#### What this task involves:
Images within the entries are to be omitted; the remainder must be reproduced exactly.
╭──
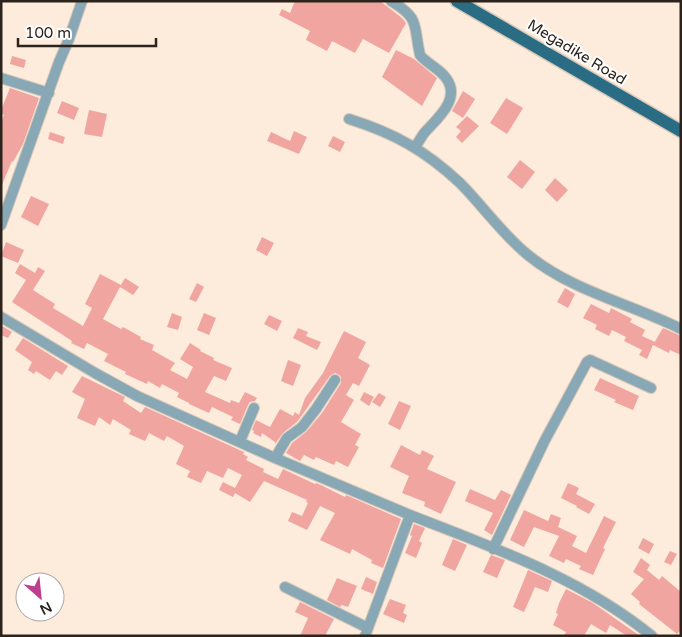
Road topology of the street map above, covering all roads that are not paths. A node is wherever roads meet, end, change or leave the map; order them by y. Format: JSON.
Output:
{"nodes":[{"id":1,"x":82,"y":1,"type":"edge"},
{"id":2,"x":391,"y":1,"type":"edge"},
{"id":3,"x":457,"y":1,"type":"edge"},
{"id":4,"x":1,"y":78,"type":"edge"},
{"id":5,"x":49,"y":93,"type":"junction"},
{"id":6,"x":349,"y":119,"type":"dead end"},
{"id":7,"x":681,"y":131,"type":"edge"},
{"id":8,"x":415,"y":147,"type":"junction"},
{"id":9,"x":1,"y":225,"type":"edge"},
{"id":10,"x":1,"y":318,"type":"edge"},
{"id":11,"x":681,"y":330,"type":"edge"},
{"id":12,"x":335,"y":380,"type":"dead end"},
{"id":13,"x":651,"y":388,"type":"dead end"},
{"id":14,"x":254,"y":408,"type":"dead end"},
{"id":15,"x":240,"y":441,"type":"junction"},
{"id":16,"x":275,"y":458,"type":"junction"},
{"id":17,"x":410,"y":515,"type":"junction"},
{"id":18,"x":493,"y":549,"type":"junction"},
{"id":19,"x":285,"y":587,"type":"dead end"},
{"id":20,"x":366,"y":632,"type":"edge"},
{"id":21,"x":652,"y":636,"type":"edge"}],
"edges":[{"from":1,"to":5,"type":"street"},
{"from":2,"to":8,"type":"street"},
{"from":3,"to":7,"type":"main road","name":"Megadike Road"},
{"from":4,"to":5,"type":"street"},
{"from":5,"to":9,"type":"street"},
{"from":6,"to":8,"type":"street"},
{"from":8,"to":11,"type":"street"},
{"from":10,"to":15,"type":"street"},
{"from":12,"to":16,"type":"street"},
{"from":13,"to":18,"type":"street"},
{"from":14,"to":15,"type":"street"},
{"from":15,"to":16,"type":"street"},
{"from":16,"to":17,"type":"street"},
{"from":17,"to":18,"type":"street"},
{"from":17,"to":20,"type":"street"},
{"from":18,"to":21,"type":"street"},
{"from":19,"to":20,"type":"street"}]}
╰──
#### Reply to the task:
Road topology of the street map above, covering all roads that are not paths. A node is wherever roads meet, end, change or leave the map; order them by y. Format: JSON.
Output:
{"nodes":[{"id":1,"x":82,"y":1,"type":"edge"},
{"id":2,"x":391,"y":1,"type":"edge"},
{"id":3,"x":457,"y":1,"type":"edge"},
{"id":4,"x":1,"y":78,"type":"edge"},
{"id":5,"x":49,"y":93,"type":"junction"},
{"id":6,"x":349,"y":119,"type":"dead end"},
{"id":7,"x":681,"y":131,"type":"edge"},
{"id":8,"x":415,"y":147,"type":"junction"},
{"id":9,"x":1,"y":225,"type":"edge"},
{"id":10,"x":1,"y":318,"type":"edge"},
{"id":11,"x":681,"y":330,"type":"edge"},
{"id":12,"x":335,"y":380,"type":"dead end"},
{"id":13,"x":651,"y":388,"type":"dead end"},
{"id":14,"x":254,"y":408,"type":"dead end"},
{"id":15,"x":240,"y":441,"type":"junction"},
{"id":16,"x":275,"y":458,"type":"junction"},
{"id":17,"x":410,"y":515,"type":"junction"},
{"id":18,"x":493,"y":549,"type":"junction"},
{"id":19,"x":285,"y":587,"type":"dead end"},
{"id":20,"x":366,"y":632,"type":"edge"},
{"id":21,"x":652,"y":636,"type":"edge"}],
"edges":[{"from":1,"to":5,"type":"street"},
{"from":2,"to":8,"type":"street"},
{"from":3,"to":7,"type":"main road","name":"Megadike Road"},
{"from":4,"to":5,"type":"street"},
{"from":5,"to":9,"type":"street"},
{"from":6,"to":8,"type":"street"},
{"from":8,"to":11,"type":"street"},
{"from":10,"to":15,"type":"street"},
{"from":12,"to":16,"type":"street"},
{"from":13,"to":18,"type":"street"},
{"from":14,"to":15,"type":"street"},
{"from":15,"to":16,"type":"street"},
{"from":16,"to":17,"type":"street"},
{"from":17,"to":18,"type":"street"},
{"from":17,"to":20,"type":"street"},
{"from":18,"to":21,"type":"street"},
{"from":19,"to":20,"type":"street"}]}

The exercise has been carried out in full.